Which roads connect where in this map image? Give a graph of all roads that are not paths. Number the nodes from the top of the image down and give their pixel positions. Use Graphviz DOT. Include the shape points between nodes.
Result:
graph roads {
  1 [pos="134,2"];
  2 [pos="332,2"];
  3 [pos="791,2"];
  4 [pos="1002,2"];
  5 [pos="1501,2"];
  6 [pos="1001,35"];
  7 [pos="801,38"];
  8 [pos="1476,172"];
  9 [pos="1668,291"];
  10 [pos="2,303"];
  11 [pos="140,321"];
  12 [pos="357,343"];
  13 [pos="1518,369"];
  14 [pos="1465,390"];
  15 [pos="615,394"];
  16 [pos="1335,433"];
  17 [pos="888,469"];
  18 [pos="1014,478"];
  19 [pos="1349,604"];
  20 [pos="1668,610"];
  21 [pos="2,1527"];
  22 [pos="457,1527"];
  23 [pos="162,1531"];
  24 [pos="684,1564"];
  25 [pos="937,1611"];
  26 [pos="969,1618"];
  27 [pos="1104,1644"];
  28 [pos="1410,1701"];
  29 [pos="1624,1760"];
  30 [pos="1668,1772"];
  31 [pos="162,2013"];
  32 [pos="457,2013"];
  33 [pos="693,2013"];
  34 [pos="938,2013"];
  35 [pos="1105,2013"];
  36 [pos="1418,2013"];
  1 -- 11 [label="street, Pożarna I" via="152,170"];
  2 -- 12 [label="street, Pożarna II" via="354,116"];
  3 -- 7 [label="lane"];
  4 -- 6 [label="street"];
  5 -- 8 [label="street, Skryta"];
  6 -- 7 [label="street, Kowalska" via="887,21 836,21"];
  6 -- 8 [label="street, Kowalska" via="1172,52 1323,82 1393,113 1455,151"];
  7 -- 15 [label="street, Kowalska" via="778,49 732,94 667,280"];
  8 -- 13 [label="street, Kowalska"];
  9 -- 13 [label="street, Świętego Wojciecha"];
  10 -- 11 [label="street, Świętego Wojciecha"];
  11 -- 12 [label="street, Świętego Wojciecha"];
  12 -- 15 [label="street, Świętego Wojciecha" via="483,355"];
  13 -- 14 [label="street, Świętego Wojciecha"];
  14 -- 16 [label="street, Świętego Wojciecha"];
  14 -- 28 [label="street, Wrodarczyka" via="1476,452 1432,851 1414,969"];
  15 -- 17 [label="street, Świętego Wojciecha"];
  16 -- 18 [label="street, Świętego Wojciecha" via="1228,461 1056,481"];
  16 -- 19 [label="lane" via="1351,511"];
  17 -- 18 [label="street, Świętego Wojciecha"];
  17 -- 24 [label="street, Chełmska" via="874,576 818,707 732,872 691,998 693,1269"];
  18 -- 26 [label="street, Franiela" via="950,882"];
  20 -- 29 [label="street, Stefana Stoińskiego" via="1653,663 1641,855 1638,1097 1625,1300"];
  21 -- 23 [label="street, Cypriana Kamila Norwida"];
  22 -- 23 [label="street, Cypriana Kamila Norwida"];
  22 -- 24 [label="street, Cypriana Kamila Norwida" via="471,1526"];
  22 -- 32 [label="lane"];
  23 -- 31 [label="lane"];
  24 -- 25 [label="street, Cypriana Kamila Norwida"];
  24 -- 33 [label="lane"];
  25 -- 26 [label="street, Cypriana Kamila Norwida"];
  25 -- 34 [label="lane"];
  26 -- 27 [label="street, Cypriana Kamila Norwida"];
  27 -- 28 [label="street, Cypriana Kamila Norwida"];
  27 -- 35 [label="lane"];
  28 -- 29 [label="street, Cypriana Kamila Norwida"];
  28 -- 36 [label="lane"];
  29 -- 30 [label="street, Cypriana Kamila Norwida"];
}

::::

**YOUR INSTRUCTIONS:** Repeat the material word for word, in full.

**RESULT OF THE TASK:**
Which roads connect where in this map image? Give a graph of all roads that are not paths. Number the nodes from the top of the image down and give their pixel positions. Use Graphviz DOT. Include the shape points between nodes.
Result:
graph roads {
  1 [pos="134,2"];
  2 [pos="332,2"];
  3 [pos="791,2"];
  4 [pos="1002,2"];
  5 [pos="1501,2"];
  6 [pos="1001,35"];
  7 [pos="801,38"];
  8 [pos="1476,172"];
  9 [pos="1668,291"];
  10 [pos="2,303"];
  11 [pos="140,321"];
  12 [pos="357,343"];
  13 [pos="1518,369"];
  14 [pos="1465,390"];
  15 [pos="615,394"];
  16 [pos="1335,433"];
  17 [pos="888,469"];
  18 [pos="1014,478"];
  19 [pos="1349,604"];
  20 [pos="1668,610"];
  21 [pos="2,1527"];
  22 [pos="457,1527"];
  23 [pos="162,1531"];
  24 [pos="684,1564"];
  25 [pos="937,1611"];
  26 [pos="969,1618"];
  27 [pos="1104,1644"];
  28 [pos="1410,1701"];
  29 [pos="1624,1760"];
  30 [pos="1668,1772"];
  31 [pos="162,2013"];
  32 [pos="457,2013"];
  33 [pos="693,2013"];
  34 [pos="938,2013"];
  35 [pos="1105,2013"];
  36 [pos="1418,2013"];
  1 -- 11 [label="street, Pożarna I" via="152,170"];
  2 -- 12 [label="street, Pożarna II" via="354,116"];
  3 -- 7 [label="lane"];
  4 -- 6 [label="street"];
  5 -- 8 [label="street, Skryta"];
  6 -- 7 [label="street, Kowalska" via="887,21 836,21"];
  6 -- 8 [label="street, Kowalska" via="1172,52 1323,82 1393,113 1455,151"];
  7 -- 15 [label="street, Kowalska" via="778,49 732,94 667,280"];
  8 -- 13 [label="street, Kowalska"];
  9 -- 13 [label="street, Świętego Wojciecha"];
  10 -- 11 [label="street, Świętego Wojciecha"];
  11 -- 12 [label="street, Świętego Wojciecha"];
  12 -- 15 [label="street, Świętego Wojciecha" via="483,355"];
  13 -- 14 [label="street, Świętego Wojciecha"];
  14 -- 16 [label="street, Świętego Wojciecha"];
  14 -- 28 [label="street, Wrodarczyka" via="1476,452 1432,851 1414,969"];
  15 -- 17 [label="street, Świętego Wojciecha"];
  16 -- 18 [label="street, Świętego Wojciecha" via="1228,461 1056,481"];
  16 -- 19 [label="lane" via="1351,511"];
  17 -- 18 [label="street, Świętego Wojciecha"];
  17 -- 24 [label="street, Chełmska" via="874,576 818,707 732,872 691,998 693,1269"];
  18 -- 26 [label="street, Franiela" via="950,882"];
  20 -- 29 [label="street, Stefana Stoińskiego" via="1653,663 1641,855 1638,1097 1625,1300"];
  21 -- 23 [label="street, Cypriana Kamila Norwida"];
  22 -- 23 [label="street, Cypriana Kamila Norwida"];
  22 -- 24 [label="street, Cypriana Kamila Norwida" via="471,1526"];
  22 -- 32 [label="lane"];
  23 -- 31 [label="lane"];
  24 -- 25 [label="street, Cypriana Kamila Norwida"];
  24 -- 33 [label="lane"];
  25 -- 26 [label="street, Cypriana Kamila Norwida"];
  25 -- 34 [label="lane"];
  26 -- 27 [label="street, Cypriana Kamila Norwida"];
  27 -- 28 [label="street, Cypriana Kamila Norwida"];
  27 -- 35 [label="lane"];
  28 -- 29 [label="street, Cypriana Kamila Norwida"];
  28 -- 36 [label="lane"];
  29 -- 30 [label="street, Cypriana Kamila Norwida"];
}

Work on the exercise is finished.